20140510121140443_0001Bruno R. Stella – Nino Di Simone (1947) è un artista (scultore e pittore, ceramista) che vive e lavora a Castelli, paese famoso dal Rinascimento per la tradizione ceramica di grande qualità (v. articolo su Mete di dicembre 2013, pag. 60-64). Egli è uno scultore che utilizza la plasticità dell’argilla e la luminosità della ceramica per elaborare messaggi di stile post-moderno, informale e neo-barocco. Dal 1966 ha partecipato (ottenendo numerosi premi) ad una trentina di mostre in Italia e ha esposto più volte a New York, a Mosca nel 1975 e a Budapest nel 1999, creando fontane ornamentali per 9 città italiane ed illustrando una decina di chiese (l’ultima quest’anno) in Italia e all’estero (New York), più qualche monumento ai caduti delle guerre. L’Alitalia nel 2001 lo ha chiamato ad adornare la sala del Club Freccia Alata dell’aeroporto Milano Malpensa. L’Istituto Italiano di Cultura lo ha chiamato con altri a rappresen-tare l’Italia a Mosca e a New York (2003). Nel 2006 la Regione Abruzzo lo ha incaricato di realizzare due grandi altorilievi per la nuova sede del Consiglio Regionale a L’Aquila.

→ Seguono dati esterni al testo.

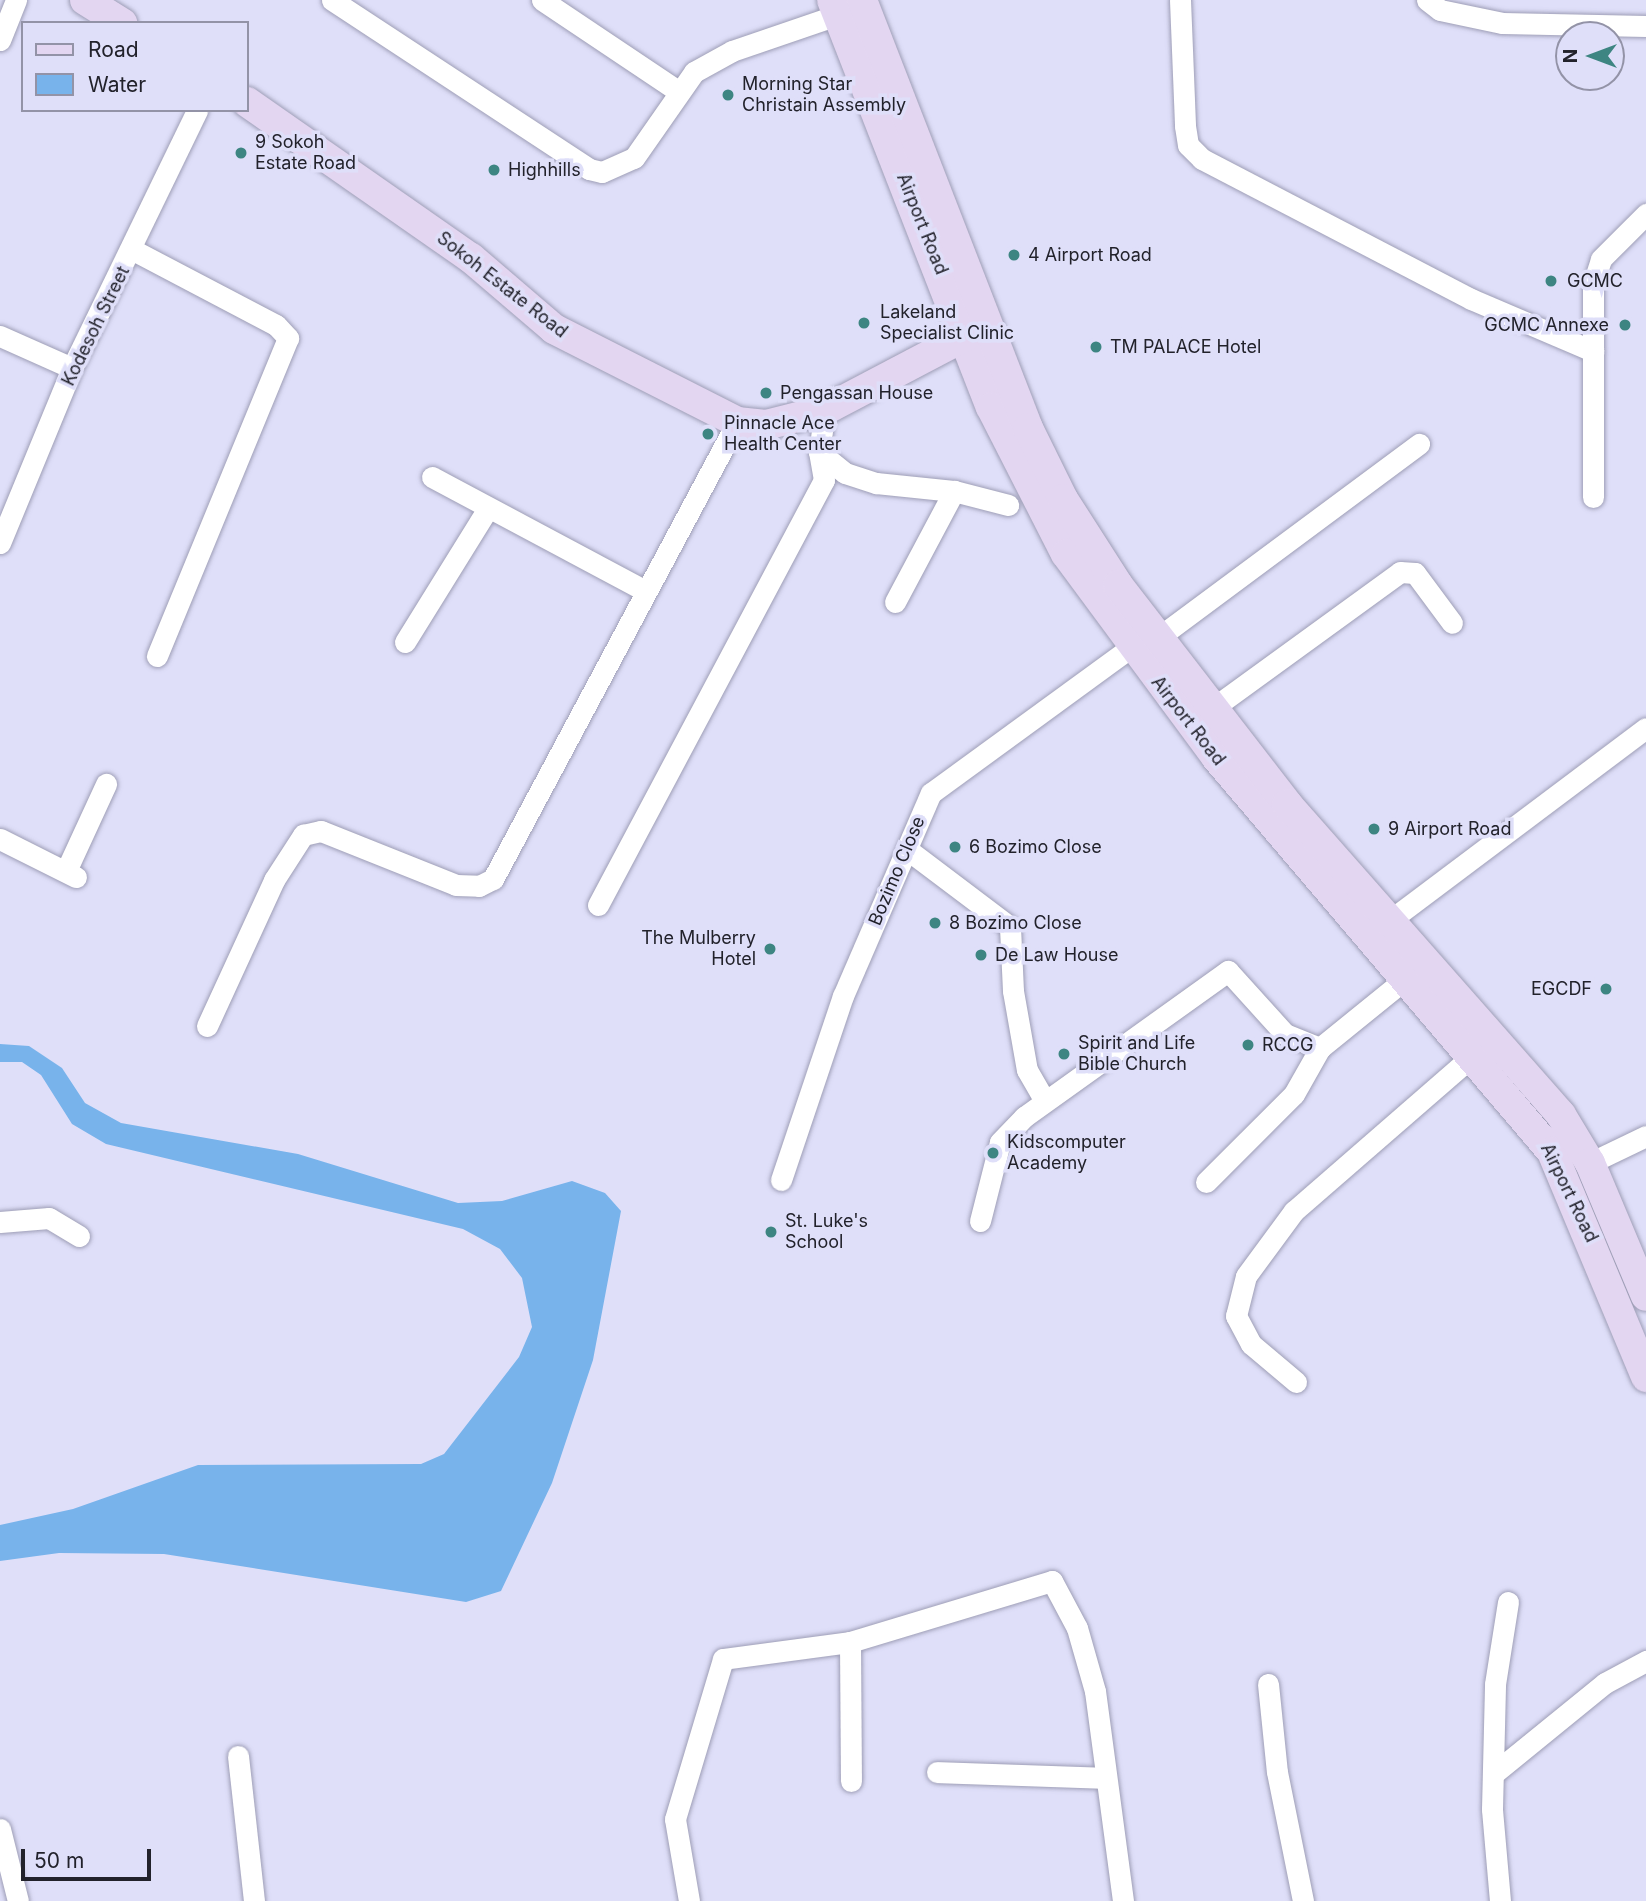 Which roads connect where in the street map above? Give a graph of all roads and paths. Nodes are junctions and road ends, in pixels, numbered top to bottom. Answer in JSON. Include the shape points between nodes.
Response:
{"nodes":[{"id":1,"x":16,"y":0,"type":"edge"},
{"id":2,"x":85,"y":0,"type":"edge"},
{"id":3,"x":332,"y":0,"type":"edge"},
{"id":4,"x":542,"y":0,"type":"edge"},
{"id":5,"x":1180,"y":0,"type":"edge"},
{"id":6,"x":1427,"y":0,"type":"edge"},
{"id":7,"x":844,"y":5,"type":"edge"},
{"id":8,"x":119,"y":21,"type":"edge"},
{"id":9,"x":1646,"y":26,"type":"edge"},
{"id":10,"x":0,"y":40,"type":"edge"},
{"id":11,"x":678,"y":91,"type":"junction"},
{"id":12,"x":248,"y":103,"type":"edge"},
{"id":13,"x":196,"y":112,"type":"edge"},
{"id":14,"x":1646,"y":214,"type":"edge"},
{"id":15,"x":133,"y":250,"type":"junction"},
{"id":16,"x":0,"y":336,"type":"edge"},
{"id":17,"x":966,"y":336,"type":"junction"},
{"id":18,"x":1593,"y":351,"type":"junction"},
{"id":19,"x":72,"y":368,"type":"junction"},
{"id":20,"x":825,"y":410,"type":"junction"},
{"id":21,"x":737,"y":422,"type":"junction"},
{"id":22,"x":1419,"y":444,"type":"dead end"},
{"id":23,"x":819,"y":452,"type":"junction"},
{"id":24,"x":432,"y":477,"type":"dead end"},
{"id":25,"x":954,"y":491,"type":"junction"},
{"id":26,"x":1593,"y":497,"type":"dead end"},
{"id":27,"x":1008,"y":505,"type":"dead end"},
{"id":28,"x":488,"y":508,"type":"junction"},
{"id":29,"x":0,"y":543,"type":"edge"},
{"id":30,"x":644,"y":590,"type":"junction"},
{"id":31,"x":895,"y":602,"type":"dead end"},
{"id":32,"x":1452,"y":623,"type":"dead end"},
{"id":33,"x":1159,"y":637,"type":"junction"},
{"id":34,"x":405,"y":642,"type":"dead end"},
{"id":35,"x":1130,"y":648,"type":"junction"},
{"id":36,"x":157,"y":656,"type":"dead end"},
{"id":37,"x":1213,"y":708,"type":"junction"},
{"id":38,"x":1646,"y":728,"type":"edge"},
{"id":39,"x":1226,"y":748,"type":"junction"},
{"id":40,"x":106,"y":784,"type":"dead end"},
{"id":41,"x":0,"y":839,"type":"edge"},
{"id":42,"x":908,"y":850,"type":"junction"},
{"id":43,"x":598,"y":905,"type":"dead end"},
{"id":44,"x":1389,"y":921,"type":"junction"},
{"id":45,"x":1404,"y":980,"type":"junction"},
{"id":46,"x":207,"y":1026,"type":"dead end"},
{"id":47,"x":1320,"y":1048,"type":"junction"},
{"id":48,"x":1472,"y":1056,"type":"junction"},
{"id":49,"x":1043,"y":1098,"type":"junction"},
{"id":50,"x":1646,"y":1136,"type":"edge"},
{"id":51,"x":1590,"y":1163,"type":"junction"},
{"id":52,"x":781,"y":1180,"type":"dead end"},
{"id":53,"x":1206,"y":1182,"type":"dead end"},
{"id":54,"x":980,"y":1221,"type":"dead end"},
{"id":55,"x":0,"y":1222,"type":"edge"},
{"id":56,"x":79,"y":1236,"type":"dead end"},
{"id":57,"x":1646,"y":1296,"type":"edge"},
{"id":58,"x":1646,"y":1377,"type":"edge"},
{"id":59,"x":1296,"y":1382,"type":"dead end"},
{"id":60,"x":1508,"y":1602,"type":"dead end"},
{"id":61,"x":849,"y":1642,"type":"junction"},
{"id":62,"x":1646,"y":1661,"type":"edge"},
{"id":63,"x":1268,"y":1684,"type":"dead end"},
{"id":64,"x":238,"y":1756,"type":"dead end"},
{"id":65,"x":937,"y":1772,"type":"dead end"},
{"id":66,"x":1493,"y":1774,"type":"junction"},
{"id":67,"x":1106,"y":1778,"type":"junction"},
{"id":68,"x":851,"y":1781,"type":"dead end"},
{"id":69,"x":0,"y":1829,"type":"edge"},
{"id":70,"x":18,"y":1901,"type":"edge"},
{"id":71,"x":254,"y":1901,"type":"edge"},
{"id":72,"x":689,"y":1901,"type":"edge"},
{"id":73,"x":1124,"y":1901,"type":"edge"},
{"id":74,"x":1303,"y":1901,"type":"edge"},
{"id":75,"x":1500,"y":1901,"type":"edge"}],
"edges":[{"from":1,"to":10,"type":"street"},
{"from":2,"to":8,"type":"main road"},
{"from":3,"to":11,"type":"street","via":[[589,169],[618,168],[634,158]]},
{"from":4,"to":11,"type":"street"},
{"from":5,"to":18,"type":"street","via":[[1185,126],[1188,145],[1202,159],[1471,299]]},
{"from":6,"to":9,"type":"street","via":[[1440,10],[1502,23]]},
{"from":7,"to":11,"type":"street","via":[[732,51],[694,72]]},
{"from":7,"to":17,"type":"main road","name":"Airport Road"},
{"from":7,"to":33,"type":"main road","name":"Airport Road","via":[[1063,499]]},
{"from":12,"to":21,"type":"main road","name":"Sokoh Estate Road","via":[[471,258],[554,329]]},
{"from":13,"to":15,"type":"street","name":"Kodesoh Street"},
{"from":14,"to":18,"type":"street","via":[[1601,259],[1593,284]]},
{"from":15,"to":19,"type":"street","name":"Kodesoh Street"},
{"from":15,"to":36,"type":"street","via":[[276,325],[288,338]]},
{"from":16,"to":19,"type":"street"},
{"from":17,"to":20,"type":"main road","name":"Sokoh Estate Road"},
{"from":17,"to":35,"type":"main road","name":"Airport Road","via":[[1028,485]]},
{"from":18,"to":26,"type":"street"},
{"from":19,"to":29,"type":"street","name":"Kodesoh Street"},
{"from":20,"to":21,"type":"main road","name":"Sokoh Estate Road","via":[[766,425]]},
{"from":20,"to":23,"type":"street"},
{"from":21,"to":30,"type":"street"},
{"from":22,"to":33,"type":"street"},
{"from":23,"to":25,"type":"street","via":[[845,473],[876,483]]},
{"from":23,"to":43,"type":"street","via":[[824,480]]},
{"from":24,"to":28,"type":"street"},
{"from":25,"to":27,"type":"street"},
{"from":25,"to":31,"type":"street"},
{"from":28,"to":30,"type":"street"},
{"from":28,"to":34,"type":"street"},
{"from":30,"to":46,"type":"street","via":[[493,879],[456,885],[321,831],[303,835],[274,880]]},
{"from":32,"to":37,"type":"street","via":[[1415,573],[1400,572]]},
{"from":33,"to":37,"type":"main road","name":"Airport Road"},
{"from":35,"to":39,"type":"main road","name":"Airport Road"},
{"from":35,"to":42,"type":"street","name":"Bozimo Close","via":[[931,793]]},
{"from":37,"to":39,"type":"main road","name":"Airport Road"},
{"from":38,"to":44,"type":"street"},
{"from":39,"to":44,"type":"main road","name":"Airport Road"},
{"from":39,"to":45,"type":"main road","name":"Airport Road"},
{"from":40,"to":41,"type":"street","via":[[71,874]]},
{"from":42,"to":49,"type":"street","via":[[1010,927],[1013,991],[1027,1070]]},
{"from":42,"to":52,"type":"street","name":"Bozimo Close","via":[[843,996]]},
{"from":44,"to":51,"type":"main road","name":"Airport Road","via":[[1560,1115]]},
{"from":45,"to":47,"type":"street"},
{"from":45,"to":48,"type":"main road","name":"Airport Road"},
{"from":47,"to":49,"type":"street","via":[[1286,1034],[1228,971]]},
{"from":47,"to":53,"type":"street","via":[[1294,1094]]},
{"from":48,"to":58,"type":"main road","name":"Airport Road","via":[[1552,1152]]},
{"from":48,"to":59,"type":"street","via":[[1294,1211],[1246,1276],[1236,1316],[1251,1345]]},
{"from":49,"to":54,"type":"street","via":[[1000,1142]]},
{"from":50,"to":51,"type":"street"},
{"from":51,"to":57,"type":"main road","name":"Airport Road"},
{"from":55,"to":56,"type":"street","via":[[49,1218]]},
{"from":60,"to":66,"type":"street","via":[[1495,1684]]},
{"from":61,"to":67,"type":"street","via":[[1052,1581],[1077,1628],[1095,1690]]},
{"from":61,"to":68,"type":"street"},
{"from":61,"to":72,"type":"street","via":[[723,1659],[675,1819]]},
{"from":62,"to":66,"type":"street","via":[[1605,1683]]},
{"from":63,"to":74,"type":"street","via":[[1277,1772]]},
{"from":64,"to":71,"type":"street"},
{"from":65,"to":67,"type":"street"},
{"from":66,"to":75,"type":"street"},
{"from":67,"to":73,"type":"street"},
{"from":69,"to":70,"type":"street"}]}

La Fordham University di New York (al Lincoln Center) nel 1999 (marzo-novembre) ha esposto 15 opere di Nino a forma di colonne moderne nel Giardino delle Sculture intitolato a Robert Moses. La direttrice e curatrice dr. Vivienne Thaul Wechter scrisse: “Quali sono i sogni di Di Simone? Barocchi? Dada? Surreali? Cubisti? Combinando l’astratto e l’organico, tecnologicamente asserti-vo, ciò è vigoroso, formidabile, ma totalmente voluttuoso, anche romantico quando intimamente vicino.” Alcune di quelle sculture rappresentano secondo me la materia fluida che diventa corpo umano che ridiventa materia fluida; altre torri rappresentano l’ordine geometrico statico che evolve nelle pieghe fluidodinamiche che poi si ricompongono nell’originale geometria solida. Anche le strutture verticali esposte nel 2003 pure a New York, al Centro per le Arti di Norfolk Street 172 (mostra patrocinata dall’Istituto Italiano di Cultura) mostrano un’evoluzione dall’ordine alla creatività libera. In entrambi i casi l’impatto estetico è potente, pur in una qualche sobrietà cromatica, arricchita dal dorato.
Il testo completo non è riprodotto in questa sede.